#### [EXTRACTED ENTRIES]

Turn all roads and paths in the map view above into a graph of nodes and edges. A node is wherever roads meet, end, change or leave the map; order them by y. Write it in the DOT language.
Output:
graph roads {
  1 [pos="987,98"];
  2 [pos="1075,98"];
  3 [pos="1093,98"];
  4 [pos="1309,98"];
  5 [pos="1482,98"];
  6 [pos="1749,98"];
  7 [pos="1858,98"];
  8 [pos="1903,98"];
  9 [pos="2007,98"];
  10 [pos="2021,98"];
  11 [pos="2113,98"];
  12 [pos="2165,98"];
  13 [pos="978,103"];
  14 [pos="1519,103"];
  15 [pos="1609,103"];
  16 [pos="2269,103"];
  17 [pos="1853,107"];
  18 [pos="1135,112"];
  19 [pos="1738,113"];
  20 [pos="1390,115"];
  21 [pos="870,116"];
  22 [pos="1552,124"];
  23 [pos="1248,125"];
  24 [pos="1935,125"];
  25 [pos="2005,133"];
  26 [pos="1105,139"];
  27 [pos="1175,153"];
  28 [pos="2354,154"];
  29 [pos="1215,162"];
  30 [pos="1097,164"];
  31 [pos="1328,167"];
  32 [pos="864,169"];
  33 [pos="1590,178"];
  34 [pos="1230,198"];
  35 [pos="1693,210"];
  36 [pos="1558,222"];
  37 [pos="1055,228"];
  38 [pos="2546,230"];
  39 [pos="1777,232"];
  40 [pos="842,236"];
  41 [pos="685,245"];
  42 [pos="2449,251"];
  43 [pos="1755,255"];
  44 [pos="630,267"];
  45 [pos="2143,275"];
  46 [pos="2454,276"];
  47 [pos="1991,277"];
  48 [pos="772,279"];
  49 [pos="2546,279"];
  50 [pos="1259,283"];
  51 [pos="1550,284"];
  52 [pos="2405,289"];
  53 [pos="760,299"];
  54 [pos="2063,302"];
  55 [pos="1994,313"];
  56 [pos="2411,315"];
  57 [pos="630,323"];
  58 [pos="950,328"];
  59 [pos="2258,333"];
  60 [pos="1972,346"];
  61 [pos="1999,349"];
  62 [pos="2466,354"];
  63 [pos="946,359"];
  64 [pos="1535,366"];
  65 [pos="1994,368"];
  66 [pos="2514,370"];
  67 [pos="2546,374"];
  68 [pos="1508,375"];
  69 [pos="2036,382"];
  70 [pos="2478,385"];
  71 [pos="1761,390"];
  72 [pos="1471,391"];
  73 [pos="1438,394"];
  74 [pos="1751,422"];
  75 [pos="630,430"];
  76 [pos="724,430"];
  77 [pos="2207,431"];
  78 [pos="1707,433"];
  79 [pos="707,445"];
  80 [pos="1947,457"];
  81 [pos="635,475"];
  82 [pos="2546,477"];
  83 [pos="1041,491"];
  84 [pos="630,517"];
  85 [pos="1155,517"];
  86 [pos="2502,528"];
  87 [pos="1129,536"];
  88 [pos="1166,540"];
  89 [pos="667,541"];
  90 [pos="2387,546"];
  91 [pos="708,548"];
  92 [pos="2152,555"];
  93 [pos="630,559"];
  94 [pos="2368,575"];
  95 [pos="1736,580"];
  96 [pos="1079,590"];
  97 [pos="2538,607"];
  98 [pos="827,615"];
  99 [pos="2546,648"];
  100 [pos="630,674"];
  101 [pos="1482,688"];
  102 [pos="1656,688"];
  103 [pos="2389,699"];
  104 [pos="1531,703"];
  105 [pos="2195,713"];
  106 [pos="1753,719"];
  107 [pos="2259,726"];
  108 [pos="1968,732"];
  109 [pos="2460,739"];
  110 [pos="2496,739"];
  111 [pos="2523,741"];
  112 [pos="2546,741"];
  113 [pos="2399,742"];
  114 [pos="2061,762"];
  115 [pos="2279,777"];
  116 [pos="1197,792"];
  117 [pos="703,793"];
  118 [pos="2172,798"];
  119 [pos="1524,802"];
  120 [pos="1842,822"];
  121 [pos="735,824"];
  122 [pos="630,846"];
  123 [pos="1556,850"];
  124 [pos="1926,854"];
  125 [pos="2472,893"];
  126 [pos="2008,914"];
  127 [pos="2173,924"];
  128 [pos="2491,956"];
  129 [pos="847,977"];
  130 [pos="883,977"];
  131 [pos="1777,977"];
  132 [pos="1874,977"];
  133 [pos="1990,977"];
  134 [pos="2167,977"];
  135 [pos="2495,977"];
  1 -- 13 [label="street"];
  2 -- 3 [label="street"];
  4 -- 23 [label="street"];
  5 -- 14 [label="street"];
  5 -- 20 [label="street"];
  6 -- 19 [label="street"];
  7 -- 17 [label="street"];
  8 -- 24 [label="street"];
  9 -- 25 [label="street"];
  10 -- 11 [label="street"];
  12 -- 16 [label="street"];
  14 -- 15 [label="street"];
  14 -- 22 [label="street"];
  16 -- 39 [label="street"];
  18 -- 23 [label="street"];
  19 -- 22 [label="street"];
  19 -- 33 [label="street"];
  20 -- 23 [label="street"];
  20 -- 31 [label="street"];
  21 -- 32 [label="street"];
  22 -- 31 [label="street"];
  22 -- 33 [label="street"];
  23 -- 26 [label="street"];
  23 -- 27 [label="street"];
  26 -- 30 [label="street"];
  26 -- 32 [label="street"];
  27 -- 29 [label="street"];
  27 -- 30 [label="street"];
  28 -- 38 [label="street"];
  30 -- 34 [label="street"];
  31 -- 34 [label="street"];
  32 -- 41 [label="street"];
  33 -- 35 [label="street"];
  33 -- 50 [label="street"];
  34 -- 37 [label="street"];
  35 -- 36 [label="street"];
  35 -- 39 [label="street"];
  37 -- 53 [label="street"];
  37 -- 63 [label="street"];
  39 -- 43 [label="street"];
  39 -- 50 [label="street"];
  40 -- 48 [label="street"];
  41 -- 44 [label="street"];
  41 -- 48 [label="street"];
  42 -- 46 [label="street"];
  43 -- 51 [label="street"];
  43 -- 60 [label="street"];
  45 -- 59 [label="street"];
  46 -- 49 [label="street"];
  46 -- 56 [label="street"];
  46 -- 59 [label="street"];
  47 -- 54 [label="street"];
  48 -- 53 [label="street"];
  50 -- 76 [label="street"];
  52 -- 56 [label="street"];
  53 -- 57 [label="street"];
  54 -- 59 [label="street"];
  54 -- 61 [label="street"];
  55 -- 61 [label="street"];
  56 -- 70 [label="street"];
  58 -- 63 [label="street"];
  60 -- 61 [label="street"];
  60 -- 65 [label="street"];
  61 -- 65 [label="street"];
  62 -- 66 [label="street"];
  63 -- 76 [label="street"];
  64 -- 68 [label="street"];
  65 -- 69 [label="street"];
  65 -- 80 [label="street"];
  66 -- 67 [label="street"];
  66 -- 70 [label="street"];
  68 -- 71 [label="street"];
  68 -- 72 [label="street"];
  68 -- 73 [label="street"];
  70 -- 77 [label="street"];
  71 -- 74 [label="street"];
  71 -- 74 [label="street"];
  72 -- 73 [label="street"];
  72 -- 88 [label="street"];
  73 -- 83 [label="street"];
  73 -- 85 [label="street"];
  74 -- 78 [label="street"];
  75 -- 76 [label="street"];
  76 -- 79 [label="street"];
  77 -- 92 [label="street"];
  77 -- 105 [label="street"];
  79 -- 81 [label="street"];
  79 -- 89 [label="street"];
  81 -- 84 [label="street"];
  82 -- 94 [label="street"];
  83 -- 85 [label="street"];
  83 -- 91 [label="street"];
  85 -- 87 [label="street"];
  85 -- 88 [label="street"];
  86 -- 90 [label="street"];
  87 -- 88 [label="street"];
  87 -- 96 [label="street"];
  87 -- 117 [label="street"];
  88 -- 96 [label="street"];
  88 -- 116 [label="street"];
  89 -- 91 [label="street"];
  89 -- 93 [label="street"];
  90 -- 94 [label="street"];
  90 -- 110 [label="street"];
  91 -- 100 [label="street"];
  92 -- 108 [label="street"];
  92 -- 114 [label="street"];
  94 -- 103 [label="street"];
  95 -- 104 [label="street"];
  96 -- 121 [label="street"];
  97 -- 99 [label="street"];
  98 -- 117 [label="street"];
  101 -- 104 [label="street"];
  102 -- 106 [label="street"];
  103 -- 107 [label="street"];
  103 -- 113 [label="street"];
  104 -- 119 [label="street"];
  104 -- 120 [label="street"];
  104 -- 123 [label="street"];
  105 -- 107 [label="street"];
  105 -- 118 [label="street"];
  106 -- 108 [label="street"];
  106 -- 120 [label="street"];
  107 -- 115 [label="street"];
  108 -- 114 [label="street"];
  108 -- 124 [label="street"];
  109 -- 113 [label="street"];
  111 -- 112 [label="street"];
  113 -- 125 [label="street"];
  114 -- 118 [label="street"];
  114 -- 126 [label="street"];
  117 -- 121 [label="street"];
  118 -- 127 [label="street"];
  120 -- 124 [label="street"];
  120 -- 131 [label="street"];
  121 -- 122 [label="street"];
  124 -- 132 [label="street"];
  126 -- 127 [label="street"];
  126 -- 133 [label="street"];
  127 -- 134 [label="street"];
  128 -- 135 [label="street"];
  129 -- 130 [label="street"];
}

#### [EXERCISE DIRECTIONS]
For this exercise, work out how many lines in the material include "graph", and give only the number.

#### [OUTPUT BELOW]
2